◆ **PROMPT**:
The full listing must be reproduced exactly as given.

◆ **MATERIAL PROVIDED**:
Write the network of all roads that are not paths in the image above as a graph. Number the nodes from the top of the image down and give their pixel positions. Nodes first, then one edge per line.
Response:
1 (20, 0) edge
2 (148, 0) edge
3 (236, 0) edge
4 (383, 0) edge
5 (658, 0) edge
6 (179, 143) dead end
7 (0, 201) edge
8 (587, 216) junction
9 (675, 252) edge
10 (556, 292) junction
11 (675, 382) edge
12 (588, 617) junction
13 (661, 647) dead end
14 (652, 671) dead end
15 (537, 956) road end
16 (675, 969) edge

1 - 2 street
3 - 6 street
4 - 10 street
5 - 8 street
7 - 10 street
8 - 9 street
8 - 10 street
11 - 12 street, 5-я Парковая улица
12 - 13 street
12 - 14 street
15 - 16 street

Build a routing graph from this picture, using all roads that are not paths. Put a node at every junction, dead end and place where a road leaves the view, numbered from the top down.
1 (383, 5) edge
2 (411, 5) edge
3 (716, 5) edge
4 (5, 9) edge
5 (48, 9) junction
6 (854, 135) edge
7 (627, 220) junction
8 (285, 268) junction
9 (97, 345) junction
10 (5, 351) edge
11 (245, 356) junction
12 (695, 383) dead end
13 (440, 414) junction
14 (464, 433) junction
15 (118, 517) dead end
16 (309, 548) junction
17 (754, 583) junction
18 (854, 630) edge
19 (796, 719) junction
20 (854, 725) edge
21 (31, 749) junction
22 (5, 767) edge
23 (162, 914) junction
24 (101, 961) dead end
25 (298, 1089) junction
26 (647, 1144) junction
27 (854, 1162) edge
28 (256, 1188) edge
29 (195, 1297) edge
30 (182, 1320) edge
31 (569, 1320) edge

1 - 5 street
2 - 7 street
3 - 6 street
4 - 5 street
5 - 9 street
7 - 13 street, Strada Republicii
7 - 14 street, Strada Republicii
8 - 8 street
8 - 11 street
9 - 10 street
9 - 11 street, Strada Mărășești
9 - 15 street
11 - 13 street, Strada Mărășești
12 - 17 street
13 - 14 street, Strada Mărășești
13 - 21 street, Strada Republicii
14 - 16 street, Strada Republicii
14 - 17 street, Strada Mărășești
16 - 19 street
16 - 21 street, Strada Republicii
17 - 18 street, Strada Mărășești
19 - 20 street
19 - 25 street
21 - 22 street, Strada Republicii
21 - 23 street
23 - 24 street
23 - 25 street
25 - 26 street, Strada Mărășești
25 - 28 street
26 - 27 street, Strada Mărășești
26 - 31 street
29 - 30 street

◆ **EXERCISE RESPONSE**:
Write the network of all roads that are not paths in the image above as a graph. Number the nodes from the top of the image down and give their pixel positions. Nodes first, then one edge per line.
Response:
1 (20, 0) edge
2 (148, 0) edge
3 (236, 0) edge
4 (383, 0) edge
5 (658, 0) edge
6 (179, 143) dead end
7 (0, 201) edge
8 (587, 216) junction
9 (675, 252) edge
10 (556, 292) junction
11 (675, 382) edge
12 (588, 617) junction
13 (661, 647) dead end
14 (652, 671) dead end
15 (537, 956) road end
16 (675, 969) edge

1 - 2 street
3 - 6 street
4 - 10 street
5 - 8 street
7 - 10 street
8 - 9 street
8 - 10 street
11 - 12 street, 5-я Парковая улица
12 - 13 street
12 - 14 street
15 - 16 street

Build a routing graph from this picture, using all roads that are not paths. Put a node at every junction, dead end and place where a road leaves the view, numbered from the top down.
1 (383, 5) edge
2 (411, 5) edge
3 (716, 5) edge
4 (5, 9) edge
5 (48, 9) junction
6 (854, 135) edge
7 (627, 220) junction
8 (285, 268) junction
9 (97, 345) junction
10 (5, 351) edge
11 (245, 356) junction
12 (695, 383) dead end
13 (440, 414) junction
14 (464, 433) junction
15 (118, 517) dead end
16 (309, 548) junction
17 (754, 583) junction
18 (854, 630) edge
19 (796, 719) junction
20 (854, 725) edge
21 (31, 749) junction
22 (5, 767) edge
23 (162, 914) junction
24 (101, 961) dead end
25 (298, 1089) junction
26 (647, 1144) junction
27 (854, 1162) edge
28 (256, 1188) edge
29 (195, 1297) edge
30 (182, 1320) edge
31 (569, 1320) edge

1 - 5 street
2 - 7 street
3 - 6 street
4 - 5 street
5 - 9 street
7 - 13 street, Strada Republicii
7 - 14 street, Strada Republicii
8 - 8 street
8 - 11 street
9 - 10 street
9 - 11 street, Strada Mărășești
9 - 15 street
11 - 13 street, Strada Mărășești
12 - 17 street
13 - 14 street, Strada Mărășești
13 - 21 street, Strada Republicii
14 - 16 street, Strada Republicii
14 - 17 street, Strada Mărășești
16 - 19 street
16 - 21 street, Strada Republicii
17 - 18 street, Strada Mărășești
19 - 20 street
19 - 25 street
21 - 22 street, Strada Republicii
21 - 23 street
23 - 24 street
23 - 25 street
25 - 26 street, Strada Mărășești
25 - 28 street
26 - 27 street, Strada Mărășești
26 - 31 street
29 - 30 street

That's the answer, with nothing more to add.